Images with bounding boxes
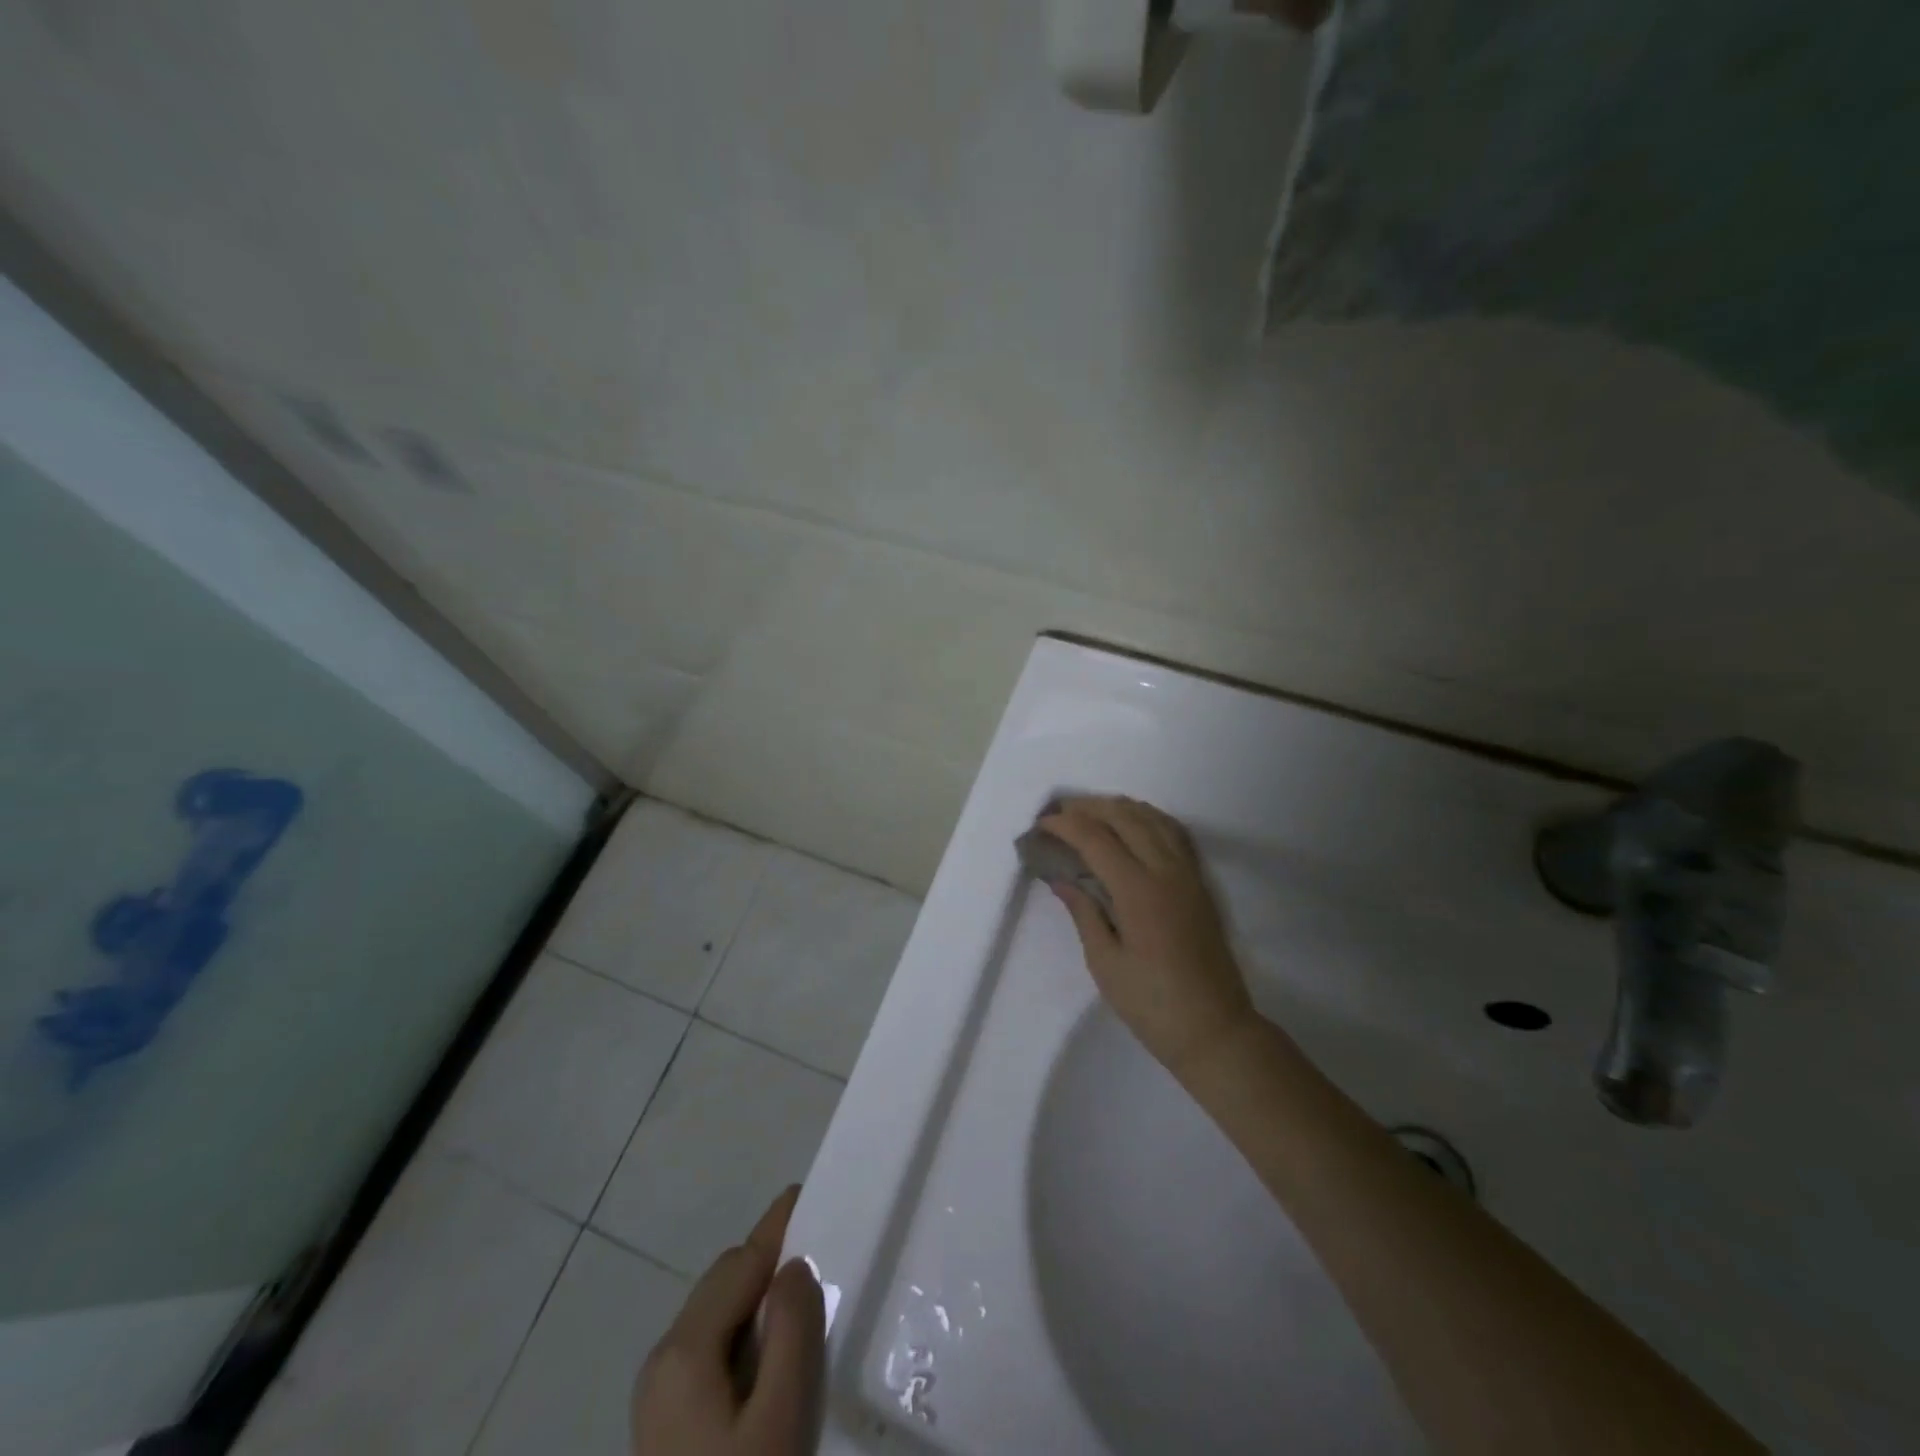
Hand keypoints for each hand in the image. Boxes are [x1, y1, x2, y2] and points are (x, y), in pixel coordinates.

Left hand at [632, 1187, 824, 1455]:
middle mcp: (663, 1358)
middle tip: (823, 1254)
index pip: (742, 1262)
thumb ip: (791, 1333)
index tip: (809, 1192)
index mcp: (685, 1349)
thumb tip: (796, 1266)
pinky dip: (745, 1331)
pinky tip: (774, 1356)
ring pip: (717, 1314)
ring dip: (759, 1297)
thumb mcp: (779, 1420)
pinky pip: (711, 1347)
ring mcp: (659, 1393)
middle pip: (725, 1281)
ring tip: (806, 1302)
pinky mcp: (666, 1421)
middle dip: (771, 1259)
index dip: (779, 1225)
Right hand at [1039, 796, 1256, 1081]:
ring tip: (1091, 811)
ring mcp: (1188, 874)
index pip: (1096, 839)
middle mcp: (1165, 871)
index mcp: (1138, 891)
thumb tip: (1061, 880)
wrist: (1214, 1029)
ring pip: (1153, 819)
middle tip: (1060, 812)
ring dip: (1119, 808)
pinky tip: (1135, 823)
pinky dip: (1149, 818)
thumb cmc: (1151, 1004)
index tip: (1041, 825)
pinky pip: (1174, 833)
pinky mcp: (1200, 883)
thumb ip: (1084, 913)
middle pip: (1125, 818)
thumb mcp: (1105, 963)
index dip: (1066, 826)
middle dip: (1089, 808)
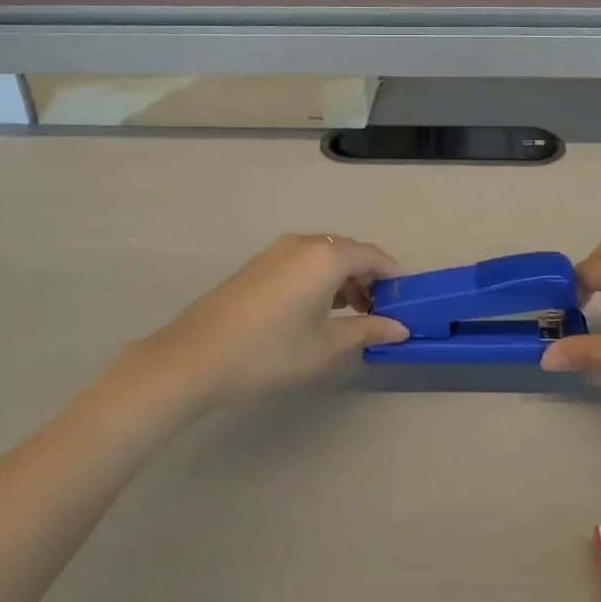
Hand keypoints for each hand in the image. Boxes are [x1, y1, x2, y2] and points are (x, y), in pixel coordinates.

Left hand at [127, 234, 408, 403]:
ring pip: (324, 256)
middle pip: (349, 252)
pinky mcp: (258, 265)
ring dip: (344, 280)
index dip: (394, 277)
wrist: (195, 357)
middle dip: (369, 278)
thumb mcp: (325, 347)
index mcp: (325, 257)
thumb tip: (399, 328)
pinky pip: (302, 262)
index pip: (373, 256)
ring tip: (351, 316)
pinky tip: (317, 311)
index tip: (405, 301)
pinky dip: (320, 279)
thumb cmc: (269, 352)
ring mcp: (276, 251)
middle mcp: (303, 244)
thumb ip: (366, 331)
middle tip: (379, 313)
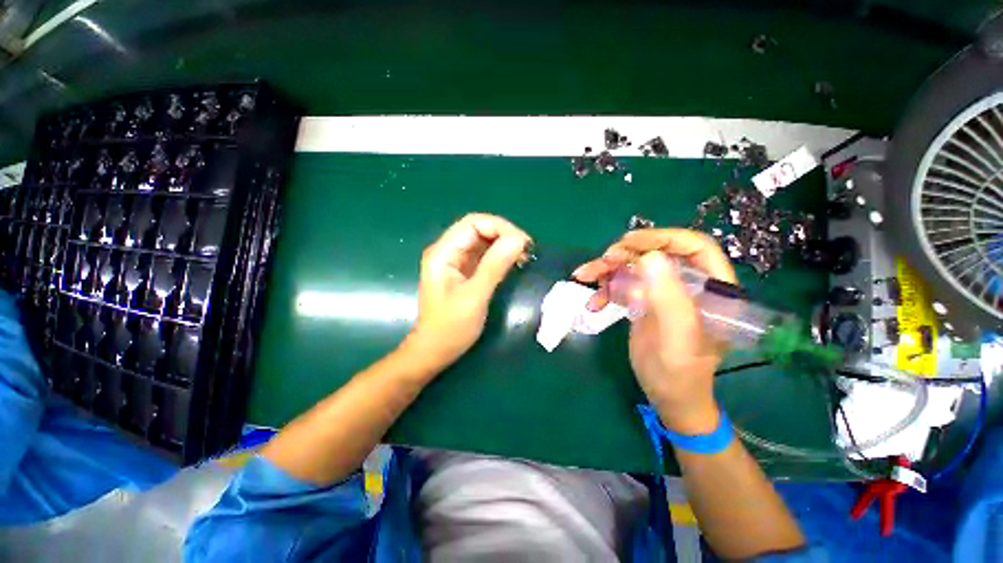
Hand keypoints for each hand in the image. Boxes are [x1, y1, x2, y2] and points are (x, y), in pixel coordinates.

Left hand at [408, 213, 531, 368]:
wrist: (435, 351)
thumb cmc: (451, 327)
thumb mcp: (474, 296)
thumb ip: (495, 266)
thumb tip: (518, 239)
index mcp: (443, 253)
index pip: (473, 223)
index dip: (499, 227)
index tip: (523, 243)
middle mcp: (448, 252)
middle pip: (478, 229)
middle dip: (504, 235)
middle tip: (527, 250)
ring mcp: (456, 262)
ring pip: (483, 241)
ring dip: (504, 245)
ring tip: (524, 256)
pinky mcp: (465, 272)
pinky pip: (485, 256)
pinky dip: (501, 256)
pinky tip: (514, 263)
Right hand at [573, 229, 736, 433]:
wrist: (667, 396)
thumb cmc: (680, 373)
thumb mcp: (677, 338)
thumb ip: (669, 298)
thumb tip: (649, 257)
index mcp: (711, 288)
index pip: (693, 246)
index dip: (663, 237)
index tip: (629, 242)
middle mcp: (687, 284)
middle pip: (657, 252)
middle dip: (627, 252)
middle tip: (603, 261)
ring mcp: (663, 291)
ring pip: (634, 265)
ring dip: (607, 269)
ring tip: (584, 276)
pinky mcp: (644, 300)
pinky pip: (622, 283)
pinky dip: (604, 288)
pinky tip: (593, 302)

● PROBLEM TO SOLVE:
Repeat exactly the lines from the one containing "index pip: (693, 246)" through the last line of the records above, both included, and nothing else.

● TASK ANSWER:
index pip: (693, 246)
index dip: (663, 237)
index tip: (629, 242)
middle mcp: (687, 284)
middle pip: (657, 252)
middle dip: (627, 252)
middle tip: (603, 261)
ring mcp: (663, 291)
ring pip: (634, 265)
ring dip: (607, 269)
ring tip: (584, 276)
pinky mcp: (644, 300)
pinky pip: (622, 283)
pinky dip: (604, 288)
pinky tip: (593, 302)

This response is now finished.